THE DATA>
◆ ◆ ◆ ◆
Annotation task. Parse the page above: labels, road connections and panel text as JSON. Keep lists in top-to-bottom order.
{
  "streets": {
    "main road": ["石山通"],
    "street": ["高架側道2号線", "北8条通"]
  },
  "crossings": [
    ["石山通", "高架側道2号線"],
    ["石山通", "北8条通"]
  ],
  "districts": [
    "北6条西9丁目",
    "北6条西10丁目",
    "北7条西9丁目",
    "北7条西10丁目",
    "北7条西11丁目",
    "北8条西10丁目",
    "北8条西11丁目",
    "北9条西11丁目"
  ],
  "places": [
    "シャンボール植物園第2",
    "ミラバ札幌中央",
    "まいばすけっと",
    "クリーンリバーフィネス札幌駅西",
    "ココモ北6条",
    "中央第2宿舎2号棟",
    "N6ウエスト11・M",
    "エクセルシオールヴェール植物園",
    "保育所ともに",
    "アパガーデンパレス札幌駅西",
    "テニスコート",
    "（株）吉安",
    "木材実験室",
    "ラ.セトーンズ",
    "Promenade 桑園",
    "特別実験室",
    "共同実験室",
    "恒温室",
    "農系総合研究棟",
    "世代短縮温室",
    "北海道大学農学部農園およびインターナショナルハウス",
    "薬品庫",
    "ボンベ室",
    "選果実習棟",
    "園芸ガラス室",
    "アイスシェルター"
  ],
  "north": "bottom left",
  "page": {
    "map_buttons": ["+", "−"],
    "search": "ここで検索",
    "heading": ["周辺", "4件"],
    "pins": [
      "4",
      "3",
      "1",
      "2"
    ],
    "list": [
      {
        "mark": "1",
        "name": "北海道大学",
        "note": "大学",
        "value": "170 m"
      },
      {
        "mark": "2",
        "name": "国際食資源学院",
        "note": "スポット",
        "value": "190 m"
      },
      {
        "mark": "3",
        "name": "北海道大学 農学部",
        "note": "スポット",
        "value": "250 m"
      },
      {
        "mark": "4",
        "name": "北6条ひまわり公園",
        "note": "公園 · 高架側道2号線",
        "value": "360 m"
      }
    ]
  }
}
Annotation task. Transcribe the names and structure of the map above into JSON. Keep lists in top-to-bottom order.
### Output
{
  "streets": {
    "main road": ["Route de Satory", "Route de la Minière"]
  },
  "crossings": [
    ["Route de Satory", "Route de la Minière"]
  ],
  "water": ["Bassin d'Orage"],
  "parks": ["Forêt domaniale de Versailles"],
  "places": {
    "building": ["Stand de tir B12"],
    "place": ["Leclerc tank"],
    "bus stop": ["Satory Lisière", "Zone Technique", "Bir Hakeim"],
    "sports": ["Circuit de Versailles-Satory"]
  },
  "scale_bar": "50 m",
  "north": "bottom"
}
◆ ◆ ◆ ◆
The data above needs retyping. Reproduce each line exactly.

Annotation task. Parse the page above: labels, road connections and panel text as JSON. Keep lists in top-to-bottom order.
{
  "streets": {
    "main road": ["石山通"],
    "street": ["高架側道2号線", "北8条通"]
  },
  "crossings": [
    ["石山通", "高架側道2号線"],
    ["石山通", "北8条通"]
  ],
  "districts": [
    "北6条西9丁目",
    "北6条西10丁目",
    "北7条西9丁目",
    "北7条西10丁目",
    "北7条西11丁目",
    "北8条西10丁目",
    "北8条西11丁目",
    "北9条西11丁目"
  ],
  "places": [
    "シャンボール植物園第2",
    "ミラバ札幌中央",
    "まいばすけっと",
    "クリーンリバーフィネス札幌駅西",
    "ココモ北6条",
    "中央第2宿舎2号棟",
    "N6ウエスト11・M",
    "エクセルシオールヴェール植物園",
    "保育所ともに",
    "アパガーデンパレス札幌駅西",
    "テニスコート",
    "（株）吉安",
    "木材実験室",
    "ラ.セトーンズ",
    "Promenade 桑園",
    "特別実験室",
    "共同実験室",
    "恒温室",
    "農系総合研究棟",
    "世代短縮温室",
    "北海道大学農学部農園およびインターナショナルハウス",
    "薬品庫",
    "ボンベ室",
    "選果実習棟",
    "園芸ガラス室",
    "アイスシェルター"
  ],
  "north": "bottom left",
  "page": {
    "map_buttons": ["+", "−"],
    "search": "ここで検索",
    "heading": ["周辺", "4件"],
    "pins": [
      "4",
      "3",
      "1",
      "2"
    ],
    "list": [
      {
        "mark": "1",
        "name": "北海道大学",
        "note": "大学",
        "value": "170 m"
      },
      {
        "mark": "2",
        "name": "国際食資源学院",
        "note": "スポット",
        "value": "190 m"
      },
      {
        "mark": "3",
        "name": "北海道大学 農学部",
        "note": "スポット",
        "value": "250 m"
      },
      {
        "mark": "4",
        "name": "北6条ひまわり公園",
        "note": "公園 · 高架側道2号線",
        "value": "360 m"
      }
    ]
  }
}
Annotation task. Transcribe the names and structure of the map above into JSON. Keep lists in top-to-bottom order.
### Output
{
  "streets": {
    "main road": ["Route de Satory", "Route de la Minière"]
  },
  "crossings": [
    ["Route de Satory", "Route de la Minière"]
  ],
  "water": ["Bassin d'Orage"],
  "parks": ["Forêt domaniale de Versailles"],
  "places": {
    "building": ["Stand de tir B12"],
    "place": ["Leclerc tank"],
    "bus stop": ["Satory Lisière", "Zone Technique", "Bir Hakeim"],
    "sports": ["Circuit de Versailles-Satory"]
  },
  "scale_bar": "50 m",
  "north": "bottom"
}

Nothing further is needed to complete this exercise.